The West’s horrible human rights record exposed
The President of the Fédération Internationale de Football Association (FIFA) is not just another title. Therefore, when Gianni Infantino expresses his opinion, not just about football, but on any other issue of global governance, about half of the world listens.
Indeed, Infantino is a global leader. According to FIFA, there are five billion football fans around the world, with Latin America, the Middle East and Africa – basically Global South nations – representing the largest fan bases. These fans will very often support their national team, their local club, a “world” club, and sometimes even a particular player.
Now, out of the abundance of the heart, the mouth speaks. On October 19 Infantino was trending following his slamming of Western countries for their “hypocrisy” regarding organization of the World Cup in Qatar. He stated that the West had no moral authority to give “moral lessons” to other nations.
In a press conference full of fire and fury in the Qatari capital in front of hundreds of journalists on the eve of the World Cup, Infantino minced no words: “I’m European. For what we Europeans have been doing around the world in the last 3,000 years, we should be apologizing for the next 3,000 years before starting to give moral lessons to people,”
He blasted European and Western business companies who had earned billions of dollars from Qatar over the years, but never once addressed the issue of migrant workers, something which he said he had personally undertaken over the last several years. Basically, he meant that the West is utterly dishonest and needs serious soul searching.

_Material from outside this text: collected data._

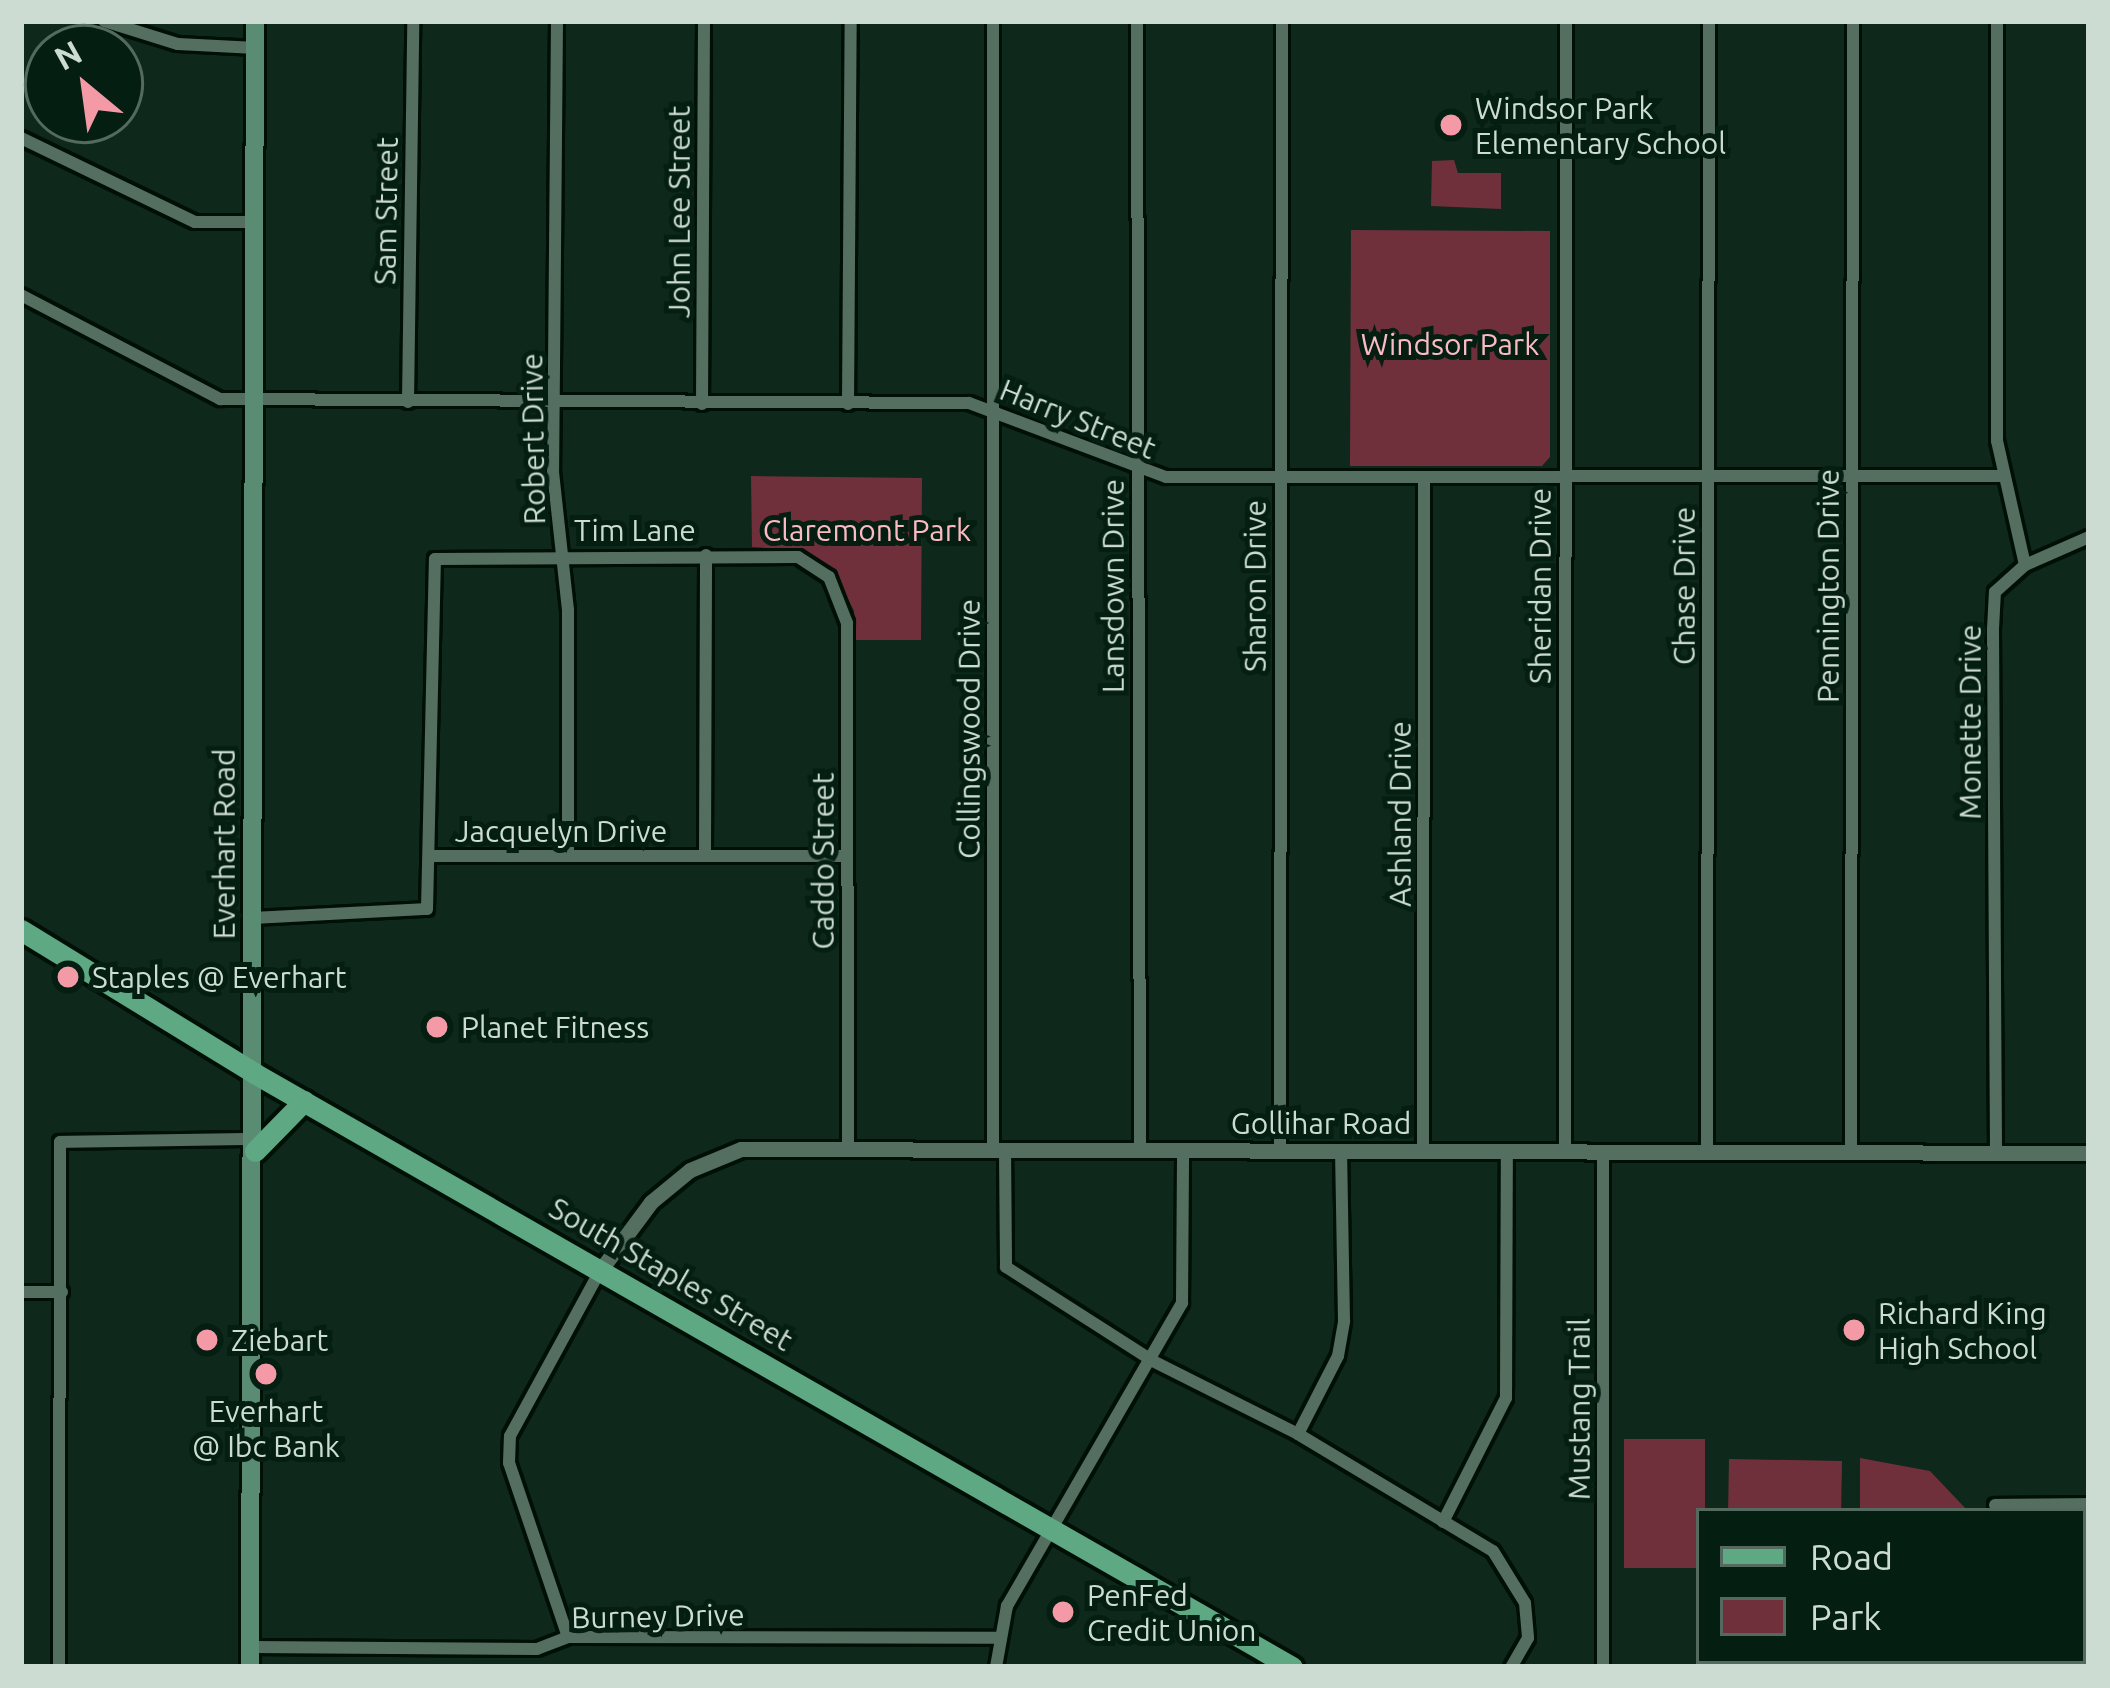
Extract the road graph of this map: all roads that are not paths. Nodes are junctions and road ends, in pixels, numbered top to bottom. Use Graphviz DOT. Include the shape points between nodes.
graph roads {
  1 [pos="104,21"];
  2 [pos="256,21"];
  3 [pos="413,21"];
  4 [pos="557,21"];
  5 [pos="704,21"];
  6 [pos="851,21"];
  7 [pos="993,21"];
  8 [pos="1137,21"];
  9 [pos="1282,21"];
  10 [pos="1566,21"];
  11 [pos="1709,21"];
  12 [pos="1853,21"];
  13 [pos="1997,21"];
  14 [pos="256,48"];
  15 [pos="21,138"];
  16 [pos="255,222"];
  17 [pos="21,295"];
  18 [pos="255,401"];
  19 [pos="408,403"];
  20 [pos="554,403"];
  21 [pos="701,404"];
  22 [pos="848,404"];
  23 [pos="993,407"];
  24 [pos="1136,472"];
  25 [pos="2000,476"];
  26 [pos="1279,477"];
  27 [pos="1424,477"];
  28 [pos="1564,478"];
  29 [pos="1708,478"];
  30 [pos="1853,478"];
  31 [pos="2089,537"];
  32 [pos="561,554"];
  33 [pos="706,555"];
  34 [pos="2025,565"];
  35 [pos="829,577"];
  36 [pos="704,855"];
  37 [pos="432,856"];
  38 [pos="568,856"];
  39 [pos="846,856"];
  40 [pos="254,918"];
  41 [pos="21,930"];
  42 [pos="254,1073"];
  43 [pos="304,1101"];
  44 [pos="255,1145"];
  45 [pos="848,1149"];
  46 [pos="999,1150"];
  47 [pos="1140,1150"];
  48 [pos="1183,1150"];
  49 [pos="1280,1150"];
  50 [pos="1341,1150"];
  51 [pos="1423,1151"];
  52 [pos="1507,1151"];
  53 [pos="1564,1151"];
  54 [pos="1603,1151"];
  55 [pos="1707,1152"];
  56 [pos="1851,1152"];
  57 [pos="1996,1152"];
  58 [pos="2089,1153"];
  59 [pos="602,1268"];
  60 [pos="21,1292"];
  61 [pos="62,1292"];
  62 [pos="1153,1361"];
  63 [pos="1298,1434"];
  64 [pos="2089,1504"];
  65 [pos="1996,1505"];
  66 [pos="2056,1508"];
  67 [pos="1443,1522"];
  68 [pos="1054,1530"];
  69 [pos="568,1637"];
  70 [pos="996,1638"];
  71 [pos="250,1657"];
  72 [pos="58,1667"];
  73 [pos="996,1667"];
  74 [pos="1292,1667"];
  75 [pos="1511,1667"];
  76 [pos="1603,1667"];
  1 -- 14 [label="street" via="178,44"];
  2 -- 14 [label="main road, Everhart Road"];
  3 -- 19 [label="street, Sam Street"];
  4 -- 20 [label="street, Robert Drive"];
  5 -- 21 [label="street, John Lee Street"];
  6 -- 22 [label="street"];
  7 -- 23 [label="street, Collingswood Drive"];
  8 -- 24 [label="street, Lansdown Drive"];
  9 -- 26 [label="street, Sharon Drive"];
  10 -- 28 [label="street, Sheridan Drive"];
  11 -- 29 [label="street, Chase Drive"];
  12 -- 30 [label="street, Pennington Drive"];
  13 -- 25 [label="street"];
  14 -- 16 [label="main road, Everhart Road"];
  15 -- 16 [label="street" via="195,222"];
  16 -- 18 [label="main road, Everhart Road"];
  17 -- 18 [label="street, Harry Street" via="220,399"];
  18 -- 19 [label="street, Harry Street"];
  18 -- 40 [label="main road, Everhart Road"];
  19 -- 20 [label="street, Harry Street"];
  20 -- 21 [label="street, Harry Street"];
  20 -- 32 [label="street, Robert Drive"];
  21 -- 22 [label="street, Harry Street"];
  22 -- 23 [label="street, Harry Street"];
  23 -- 24 [label="street, Harry Street"];
  23 -- 46 [label="street, Collingswood Drive"];
  24 -- 26 [label="street, Harry Street"];
  24 -- 47 [label="street, Lansdown Drive"];
  25 -- 30 [label="street, Harry Street"];
  25 -- 34 [label="street"];
  26 -- 27 [label="street, Harry Street"];
  26 -- 49 [label="street, Sharon Drive"];
  27 -- 28 [label="street, Harry Street"];
  27 -- 51 [label="street, Ashland Drive"];
  28 -- 29 [label="street, Harry Street"];
  28 -- 53 [label="street, Sheridan Drive"];
  29 -- 30 [label="street, Harry Street"];
  29 -- 55 [label="street, Chase Drive"];
  30 -- 56 [label="street, Pennington Drive"];
  31 -- 34 [label="street"];
  32 -- 33 [label="street, Tim Lane"];
  32 -- 37 [label="street, Tim Lane" via="435,559"];
  32 -- 38 [label="street, Robert Drive"];
  33 -- 35 [label="street, Tim Lane" via="798,557"];
  33 -- 36 [label="street"];
  34 -- 57 [label="street, Monette Drive" via="1995,592"];
  35 -- 39 [label="street, Caddo Street" via="847,623"];
  36 -- 38 [label="street, Jacquelyn Drive"];
  36 -- 39 [label="street, Jacquelyn Drive"];
  37 -- 38 [label="street, Jacquelyn Drive"];
  37 -- 40 [label="street, Jacquelyn Drive" via="427,909 410,916"];
  39 -- 45 [label="street, Caddo Street"];
  40 -- 42 [label="main road, Everhart Road"];
  41 -- 42 [label="main road, South Staples Street"];
  42 -- 43 [label="main road, South Staples Street"];
  42 -- 44 [label="main road, Everhart Road"];
  43 -- 44 [label="main road"];
  43 -- 59 [label="main road, South Staples Street"];
  44 -- 61 [label="street" via="61,1142"];
  44 -- 71 [label="main road, Everhart Road"];
  45 -- 46 [label="street, Gollihar Road"];
  45 -- 59 [label="street, Gollihar Road" via="713,1156 651,1202"];
  46 -- 47 [label="street, Gollihar Road"];
  46 -- 62 [label="street, Collingswood Drive" via="1006,1267"];
  47 -- 48 [label="street, Gollihar Road"];
  48 -- 49 [label="street, Gollihar Road"];
  48 -- 62 [label="street" via="1187,1271"];
  49 -- 50 [label="street, Gollihar Road"];
  50 -- 51 [label="street, Gollihar Road"];
  50 -- 63 [label="street" via="1344,1321 1338,1356"];
  51 -- 52 [label="street, Gollihar Road"];
  52 -- 53 [label="street, Gollihar Road"];
  52 -- 67 [label="street" via="1506,1398"];
  53 -- 54 [label="street, Gollihar Road"];
  54 -- 55 [label="street, Gollihar Road"];
  54 -- 76 [label="street, Mustang Trail"];
  55 -- 56 [label="street, Gollihar Road"];
  56 -- 57 [label="street, Gollihar Road"];
  57 -- 58 [label="street, Gollihar Road"];
  59 -- 68 [label="main road, South Staples Street"];
  59 -- 69 [label="street" via="510,1436 509,1463"];
  60 -- 61 [label="street"];
  61 -- 72 [label="street"];
  62 -- 63 [label="street, Collingswood Drive"];
  62 -- 68 [label="street"];
  63 -- 67 [label="street, Collingswood Drive"];
  64 -- 66 [label="street"];
  65 -- 66 [label="street"];
  67 -- 75 [label="street, Collingswood Drive" via="1493,1552 1525,1603 1528,1638"];
  68 -- 70 [label="street"];
  68 -- 74 [label="main road, South Staples Street"];
  69 -- 70 [label="street, Burney Drive"];
  69 -- 71 [label="street, Burney Drive" via="537,1649"];
  70 -- 73 [label="street"];
}
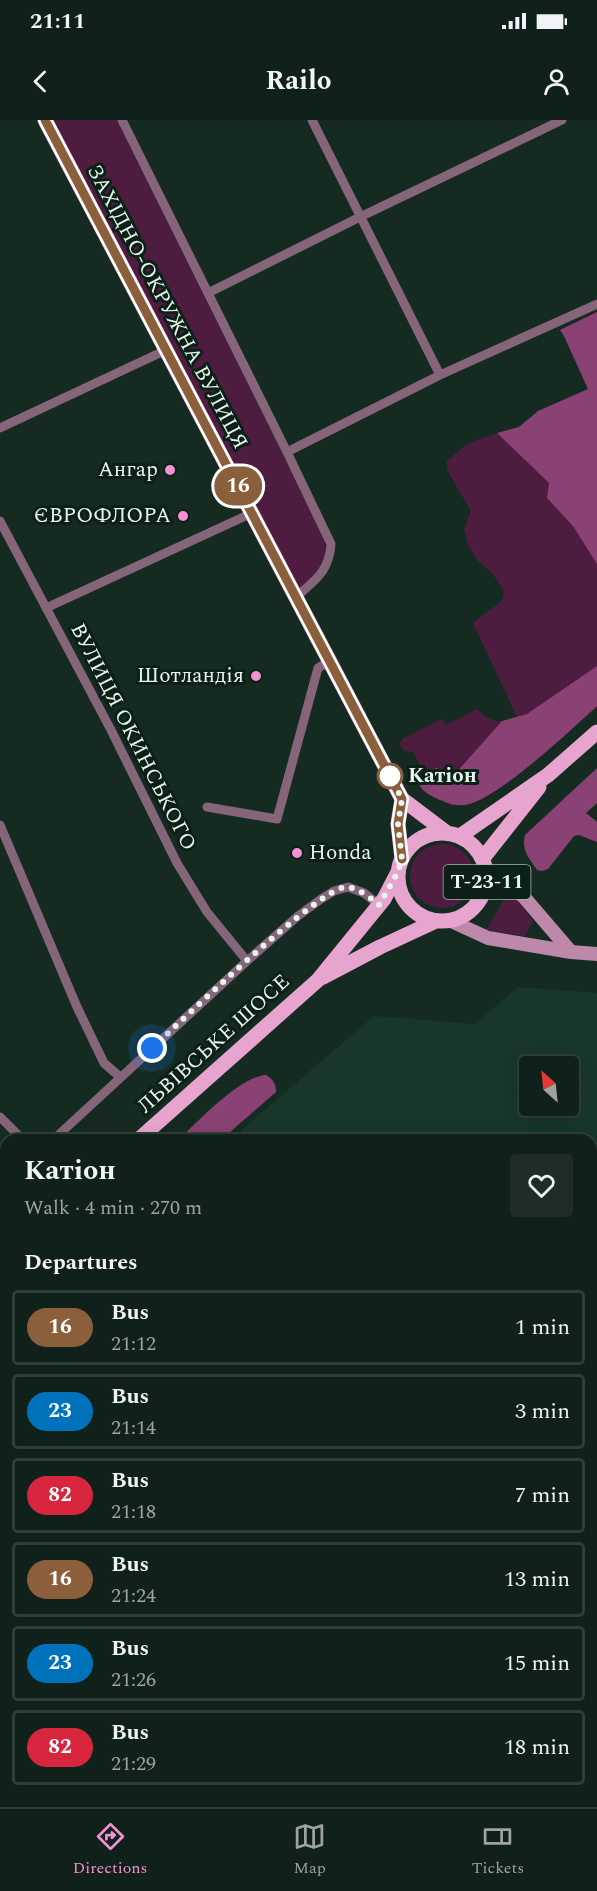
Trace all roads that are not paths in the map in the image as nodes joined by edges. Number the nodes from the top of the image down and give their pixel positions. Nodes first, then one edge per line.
1 (45, 120) edge
2 (122, 120) edge
3 (312, 120) edge
4 (562, 120) edge
5 (360, 217) junction
6 (208, 293) junction
7 (597, 304) edge
8 (166, 350) junction
9 (440, 375) junction
10 (0, 428) edge
11 (287, 452) junction
12 (252, 513) junction
13 (0, 521) edge
14 (296, 597) junction
15 (46, 608) junction
16 (330, 661) junction
17 (597, 732) edge
18 (548, 775) junction
19 (402, 799) junction
20 (207, 807) dead end
21 (0, 825) edge
22 (454, 834) junction
23 (485, 863) junction
24 (400, 866) junction
25 (379, 905) junction
26 (444, 921) junction
27 (571, 952) junction
28 (597, 954) edge
29 (247, 961) junction
30 (318, 980) junction
31 (120, 1077) junction
32 (0, 1117) edge
33 (17, 1134) edge
34 (59, 1134) edge
35 (145, 1134) edge

1 - 8 main road, ЗАХІДНО-ОКРУЖНА ВУЛИЦЯ / Т-23-11
2 - 6 street
3 - 5 street
4 - 5 street
5 - 6 street
5 - 9 street
6 - 11 street
7 - 9 street
8 - 10 street
8 - 12 main road, ЗАХІДНО-ОКРУЖНА ВУЛИЦЯ / Т-23-11
9 - 11 street
11 - 14 street
12 - 14 main road, ЗАХІДНО-ОКРУЖНА ВУЛИЦЯ / Т-23-11
12 - 15 street
13 - 15 street, ВУЛИЦЯ ОКИНСЬКОГО
14 - 16 main road, ЗАХІДНО-ОКРУЖНА ВУЛИЦЯ / Т-23-11
15 - 29 street, ВУЛИЦЯ ОКИНСЬКОГО
16 - 19 main road, ЗАХІДНО-ОКРУЖНА ВУЛИЦЯ / Т-23-11
16 - 20 street
17 - 18 main road
18 - 22 main road
18 - 23 main road
19 - 22 main road, ЗАХІДНО-ОКРУЖНА ВУЛИЦЯ / Т-23-11
19 - 24 main road, Т-23-11
21 - 31 street
22 - 23 main road, Т-23-11
22 - 24 main road
23 - 26 main road, Т-23-11
23 - 27 main road, Т-23-11
24 - 25 main road, ЛЬВІВСЬКЕ ШОСЕ
24 - 26 main road, Т-23-11
25 - 29 street
25 - 30 main road, ЛЬВІВСЬКЕ ШОСЕ
26 - 27 main road, Т-23-11
26 - 30 main road, ЛЬВІВСЬКЕ ШОСЕ
27 - 28 main road, Т-23-11
29 - 31 street
30 - 35 main road, ЛЬВІВСЬКЕ ШОСЕ
31 - 34 street
32 - 33 street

The Western critics of the FIFA World Cup had also criticized the Qatari government for allegedly banning gay displays – homosexuality is illegal in the country – and outlawing alcohol in the football stadiums. But this simply proved the West’s intolerance against, and disrespect of non-Western cultures. Tolerance is a two-way street, not a one-sided condescending relationship where one side feels superior than the other by virtue of the color of the skin.
Clearly, the FIFA president was on point about Western hypocrisy. For instance, the United States and its allies have especially called out China using false accusations of human rights abuses in the Xinjiang Uygur Autonomous Region. According to the U.S., the Chinese government has actually carried out genocide against the region’s Uygur Muslim minority.
But nothing could be further from the truth. Open and transparent fact finding missions in the Xinjiang region by various diplomatic missions and international bodies, including the so called human rights organizations, have found nothing to that effect. The accusations have been malicious aimed at besmirching China’s reputation and sabotaging its constant rise.
Today, these same Western countries purport to censure African governments for human rights abuses, even in clear cases that involve national security. But the same West can ride roughshod over countries like Iraq and Afghanistan, and for years preside over the death of thousands of innocent civilians in the guise of fighting terrorism. To the West, these are children of a lesser God compared to their own citizens.
Infantino’s sentiments carried more weight due to the fact that he is not a politician. FIFA is also not a profit making commercial company. It has no shareholders keeping an eye on the bottom line. It mobilizes funds from its activities mainly through advertising, most of the latter revenue obviously coming from Western multinationals.
In football parlance what the Western media termed as a tirade was the equivalent of an own goal by Infantino. The alleged betrayal was unthinkable. One of their own had broken the code of silence, and freed himself from the mental shackles of capitalism, imperialism and hypocrisy.
Likely, the same sentiments would not have hit global headlines if they were uttered by someone outside the Western bloc. They would have been dismissed as the rantings of an unenlightened player or disgruntled rabble rouser not deserving any attention or response.
According to Infantino, the West needs to undertake an audit of its dark past, from its involvement in slavery to colonialism and even neo-colonialism. Continents like Africa are still suffering after centuries of imperialism and plain atrocities by Western countries.
And by the way, the West’s human rights abuses across the globe have also been occasioned by some of its foreign policies, particularly economic conditions for aid that have disenfranchised whole nations.
While Infantino acceded to the fact that things were not perfect in Qatar, the West’s holier-than-thou double standards by pointing a finger at others was unjustified. The FIFA president has definitely opened a hornet’s nest which in the coming months and years might witness the expression of similar sentiments from unlikely sources, and call for amends.
Indeed, the sins of the Western world over the centuries are catching up with it. Instead of perennially trying to pull the speck from eyes of others, the West should remove the log of stubbornness lodged in its eyes and own up to the blinkers that have stopped it from seeing the utter social, cultural and economic brutality it has wrought in other societies.